## Your instructions
The stretch from the line with "Build a routing graph from the map image above, using" through the line with "I need the junctions" in the records below: write it out exactly, and nothing else.

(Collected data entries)
====================

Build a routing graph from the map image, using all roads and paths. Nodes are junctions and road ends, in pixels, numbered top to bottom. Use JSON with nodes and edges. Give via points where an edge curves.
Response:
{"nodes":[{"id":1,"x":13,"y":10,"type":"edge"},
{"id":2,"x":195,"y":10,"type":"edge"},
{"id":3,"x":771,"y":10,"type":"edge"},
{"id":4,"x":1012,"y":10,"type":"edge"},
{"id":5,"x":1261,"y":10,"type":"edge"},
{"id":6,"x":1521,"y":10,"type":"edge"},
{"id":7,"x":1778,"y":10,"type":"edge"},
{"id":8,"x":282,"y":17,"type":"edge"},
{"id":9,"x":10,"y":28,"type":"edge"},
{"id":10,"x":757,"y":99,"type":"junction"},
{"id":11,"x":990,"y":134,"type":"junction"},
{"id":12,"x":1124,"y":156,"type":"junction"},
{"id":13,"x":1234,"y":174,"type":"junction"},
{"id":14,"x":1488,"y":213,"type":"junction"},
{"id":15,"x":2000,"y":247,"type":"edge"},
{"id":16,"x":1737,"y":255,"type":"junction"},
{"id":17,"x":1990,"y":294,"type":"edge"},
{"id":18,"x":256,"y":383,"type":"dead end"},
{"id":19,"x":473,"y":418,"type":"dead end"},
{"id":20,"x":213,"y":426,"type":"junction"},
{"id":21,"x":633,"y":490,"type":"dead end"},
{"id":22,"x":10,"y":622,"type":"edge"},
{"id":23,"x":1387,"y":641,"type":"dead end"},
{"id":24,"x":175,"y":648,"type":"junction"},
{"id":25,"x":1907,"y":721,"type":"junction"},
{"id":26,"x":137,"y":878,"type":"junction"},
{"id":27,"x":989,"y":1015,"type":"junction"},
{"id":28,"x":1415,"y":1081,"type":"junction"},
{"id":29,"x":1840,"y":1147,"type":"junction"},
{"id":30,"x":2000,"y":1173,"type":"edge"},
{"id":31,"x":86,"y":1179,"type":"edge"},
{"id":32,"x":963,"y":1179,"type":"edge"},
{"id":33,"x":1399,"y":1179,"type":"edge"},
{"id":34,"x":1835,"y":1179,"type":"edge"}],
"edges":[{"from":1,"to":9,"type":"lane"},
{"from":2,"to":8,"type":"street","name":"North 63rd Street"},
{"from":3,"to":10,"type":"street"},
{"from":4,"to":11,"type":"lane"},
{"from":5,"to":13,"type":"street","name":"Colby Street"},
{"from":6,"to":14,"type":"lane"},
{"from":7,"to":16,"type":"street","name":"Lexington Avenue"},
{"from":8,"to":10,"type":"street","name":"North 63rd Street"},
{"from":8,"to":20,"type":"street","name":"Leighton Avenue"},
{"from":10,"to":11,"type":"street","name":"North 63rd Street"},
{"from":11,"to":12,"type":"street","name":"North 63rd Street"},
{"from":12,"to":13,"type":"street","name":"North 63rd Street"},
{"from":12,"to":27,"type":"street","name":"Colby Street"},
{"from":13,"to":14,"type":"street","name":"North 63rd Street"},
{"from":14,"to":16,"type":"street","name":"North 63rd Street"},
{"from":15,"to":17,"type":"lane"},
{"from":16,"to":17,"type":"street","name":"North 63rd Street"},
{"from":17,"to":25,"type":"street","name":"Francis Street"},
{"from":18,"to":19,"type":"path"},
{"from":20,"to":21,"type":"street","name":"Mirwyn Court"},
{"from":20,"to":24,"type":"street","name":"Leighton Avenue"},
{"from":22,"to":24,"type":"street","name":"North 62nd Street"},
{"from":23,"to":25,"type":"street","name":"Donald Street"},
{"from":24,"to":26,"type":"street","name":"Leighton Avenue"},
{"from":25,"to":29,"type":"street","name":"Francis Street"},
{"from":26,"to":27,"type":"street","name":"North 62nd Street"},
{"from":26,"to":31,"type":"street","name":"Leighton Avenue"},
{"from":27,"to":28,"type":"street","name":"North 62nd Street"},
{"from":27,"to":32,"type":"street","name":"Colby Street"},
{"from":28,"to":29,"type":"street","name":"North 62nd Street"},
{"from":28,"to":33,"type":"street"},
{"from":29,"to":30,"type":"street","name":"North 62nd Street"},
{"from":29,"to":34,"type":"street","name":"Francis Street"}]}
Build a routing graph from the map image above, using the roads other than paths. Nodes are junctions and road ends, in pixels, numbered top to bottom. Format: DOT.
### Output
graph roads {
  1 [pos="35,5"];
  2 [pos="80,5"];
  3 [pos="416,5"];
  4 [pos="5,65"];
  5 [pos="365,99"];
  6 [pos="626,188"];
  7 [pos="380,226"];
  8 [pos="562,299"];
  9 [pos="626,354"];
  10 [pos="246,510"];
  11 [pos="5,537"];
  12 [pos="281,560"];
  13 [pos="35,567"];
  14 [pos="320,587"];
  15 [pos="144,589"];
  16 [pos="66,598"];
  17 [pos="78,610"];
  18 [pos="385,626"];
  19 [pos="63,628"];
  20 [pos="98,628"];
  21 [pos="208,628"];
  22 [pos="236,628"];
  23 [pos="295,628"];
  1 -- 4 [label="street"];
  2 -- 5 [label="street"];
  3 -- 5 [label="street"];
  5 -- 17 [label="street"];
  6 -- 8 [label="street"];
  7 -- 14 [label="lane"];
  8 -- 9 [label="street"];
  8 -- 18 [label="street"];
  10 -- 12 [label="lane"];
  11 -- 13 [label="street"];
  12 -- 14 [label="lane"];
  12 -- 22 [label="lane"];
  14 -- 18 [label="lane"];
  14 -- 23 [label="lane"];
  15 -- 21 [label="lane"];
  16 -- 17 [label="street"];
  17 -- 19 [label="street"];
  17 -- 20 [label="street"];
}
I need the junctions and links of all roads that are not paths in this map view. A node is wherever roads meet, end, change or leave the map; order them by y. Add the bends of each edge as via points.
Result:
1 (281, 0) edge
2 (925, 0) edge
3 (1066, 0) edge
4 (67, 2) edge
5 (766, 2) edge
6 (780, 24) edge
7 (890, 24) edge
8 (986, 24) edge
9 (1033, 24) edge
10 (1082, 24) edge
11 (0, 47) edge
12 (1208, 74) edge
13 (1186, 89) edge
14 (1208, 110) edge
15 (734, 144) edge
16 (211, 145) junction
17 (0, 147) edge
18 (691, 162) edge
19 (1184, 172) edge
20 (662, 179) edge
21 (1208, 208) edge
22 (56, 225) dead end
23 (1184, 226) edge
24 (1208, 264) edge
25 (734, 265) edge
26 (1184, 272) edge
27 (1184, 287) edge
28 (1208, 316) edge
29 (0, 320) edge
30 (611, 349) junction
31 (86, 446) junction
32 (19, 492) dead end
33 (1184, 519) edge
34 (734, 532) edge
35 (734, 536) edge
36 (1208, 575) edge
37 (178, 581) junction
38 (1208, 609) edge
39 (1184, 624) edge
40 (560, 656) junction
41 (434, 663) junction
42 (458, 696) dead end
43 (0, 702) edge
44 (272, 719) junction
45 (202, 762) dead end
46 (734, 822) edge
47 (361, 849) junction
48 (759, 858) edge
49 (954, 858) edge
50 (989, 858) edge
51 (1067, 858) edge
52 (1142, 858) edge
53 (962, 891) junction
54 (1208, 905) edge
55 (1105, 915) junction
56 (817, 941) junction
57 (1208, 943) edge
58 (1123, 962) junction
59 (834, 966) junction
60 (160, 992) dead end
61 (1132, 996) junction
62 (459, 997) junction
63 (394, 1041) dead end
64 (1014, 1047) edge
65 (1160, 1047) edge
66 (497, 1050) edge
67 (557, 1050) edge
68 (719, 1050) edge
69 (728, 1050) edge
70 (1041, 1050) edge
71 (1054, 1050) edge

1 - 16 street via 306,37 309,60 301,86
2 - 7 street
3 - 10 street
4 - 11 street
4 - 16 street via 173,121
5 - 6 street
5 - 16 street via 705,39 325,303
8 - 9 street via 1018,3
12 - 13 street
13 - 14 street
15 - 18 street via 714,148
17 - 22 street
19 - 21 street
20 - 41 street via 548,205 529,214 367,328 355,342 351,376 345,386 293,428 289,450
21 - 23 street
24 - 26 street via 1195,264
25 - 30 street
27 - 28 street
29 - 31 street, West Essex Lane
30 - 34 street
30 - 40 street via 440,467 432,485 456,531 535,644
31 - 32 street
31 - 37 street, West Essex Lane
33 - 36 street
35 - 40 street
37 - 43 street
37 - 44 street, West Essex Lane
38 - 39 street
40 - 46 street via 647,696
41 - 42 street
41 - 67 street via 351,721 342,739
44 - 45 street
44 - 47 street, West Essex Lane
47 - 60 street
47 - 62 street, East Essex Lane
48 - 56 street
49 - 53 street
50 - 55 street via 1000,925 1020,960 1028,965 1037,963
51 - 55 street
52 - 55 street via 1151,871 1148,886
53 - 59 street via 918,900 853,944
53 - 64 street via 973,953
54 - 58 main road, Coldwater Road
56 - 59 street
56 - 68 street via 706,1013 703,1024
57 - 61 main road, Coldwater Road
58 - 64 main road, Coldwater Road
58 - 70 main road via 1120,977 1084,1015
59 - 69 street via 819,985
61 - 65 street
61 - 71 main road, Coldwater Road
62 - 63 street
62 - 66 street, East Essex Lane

====================

## Exercise response
Build a routing graph from the map image above, using the roads other than paths. Nodes are junctions and road ends, in pixels, numbered top to bottom. Format: DOT.
### Output
graph roads {
  1 [pos="35,5"];
  2 [pos="80,5"];
  3 [pos="416,5"];
  4 [pos="5,65"];
  5 [pos="365,99"];
  6 [pos="626,188"];
  7 [pos="380,226"];
  8 [pos="562,299"];
  9 [pos="626,354"];
  10 [pos="246,510"];
  11 [pos="5,537"];
  12 [pos="281,560"];
  13 [pos="35,567"];
  14 [pos="320,587"];
  15 [pos="144,589"];
  16 [pos="66,598"];
  17 [pos="78,610"];
  18 [pos="385,626"];
  19 [pos="63,628"];
  20 [pos="98,628"];
  21 [pos="208,628"];
  22 [pos="236,628"];
  23 [pos="295,628"];
  1 -- 4 [label="street"];
  2 -- 5 [label="street"];
  3 -- 5 [label="street"];
  5 -- 17 [label="street"];
  6 -- 8 [label="street"];
  7 -- 14 [label="lane"];
  8 -- 9 [label="street"];
  8 -- 18 [label="street"];
  10 -- 12 [label="lane"];
  11 -- 13 [label="street"];
  12 -- 14 [label="lane"];
  12 -- 22 [label="lane"];
  14 -- 18 [label="lane"];
  14 -- 23 [label="lane"];
  15 -- 21 [label="lane"];
  16 -- 17 [label="street"];
  17 -- 19 [label="street"];
  17 -- 20 [label="street"];
}
I need the junctions and links of all roads that are not paths in this map view. A node is wherever roads meet, end, change or leave the map; order them by y. Add the bends of each edge as via points.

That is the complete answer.